Java decoder for pubchem ASN compound files
This is a parser for the binary encoded ASN.1 files of PubChem, specifically the 2DCompound files from PubChem's ftp Server: ftp://ftp.ncbi.nlm.nih.gov/pubchem/Compound/CURRENT-Full/ASN/
This project is based on the jASN1 parser : https://www.openmuc.org/asn1/, which was used to generate the pojos, using the asn definition file from PubChem. However, the classes were heavily refactored due to following problems:
- PubChem uses indefinite length encoding, which is not fully supported by jASN1.
- PubChem uses a different encoding for REAL values than defined in the asn standard.
- jASN1 expects, due to a minor bug whichn will be fixed, that InputSreams act greedy, which isn't always the case.
- PubChem uses integers to encode state of certain objects (e.g. 1=SingleBond, 2=DoubleBond). Functionality was added to decode those integers to the corresponding textual representation.

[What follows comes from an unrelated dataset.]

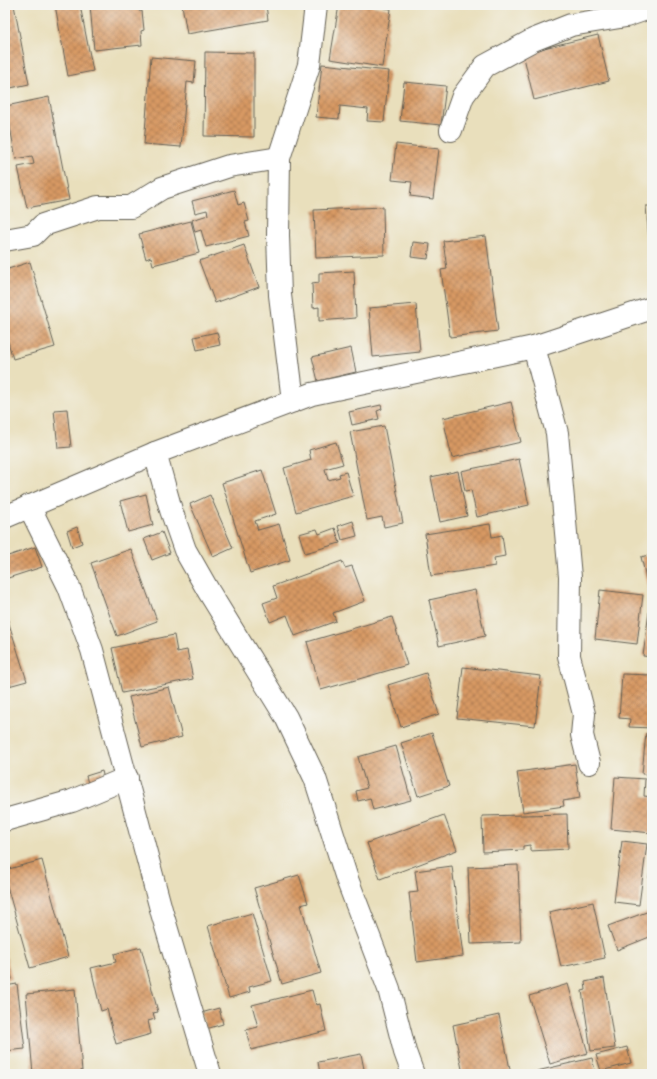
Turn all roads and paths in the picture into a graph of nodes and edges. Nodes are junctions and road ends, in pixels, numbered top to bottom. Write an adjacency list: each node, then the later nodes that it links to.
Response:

- A filter system was added, which allows drop uninteresting information during parse.
Just run de.uni_leipzig.dbs.jasn1.pubchem.example.ExampleParse to see the parser in action.
##Maven Artifact
Add this as a Repository:
<repositories>
<repository>
<id>jasn1-pubchem-compounds-decoder-mvn-repo</id>
<url>https://raw.github.com/USERNAME/jasn1-pubchem-compounds-decoder/mvn-repo/</url>
<snapshots>
<enabled>true</enabled>
<updatePolicy>always</updatePolicy>
</snapshots>
</repository>
</repositories>
And this is the dependency:
<dependency>
<groupId>de.uni_leipzig.dbs</groupId>
<artifactId>jasn1-pubchem-compounds-decoder</artifactId>
<version>0.0.1</version>
</dependency>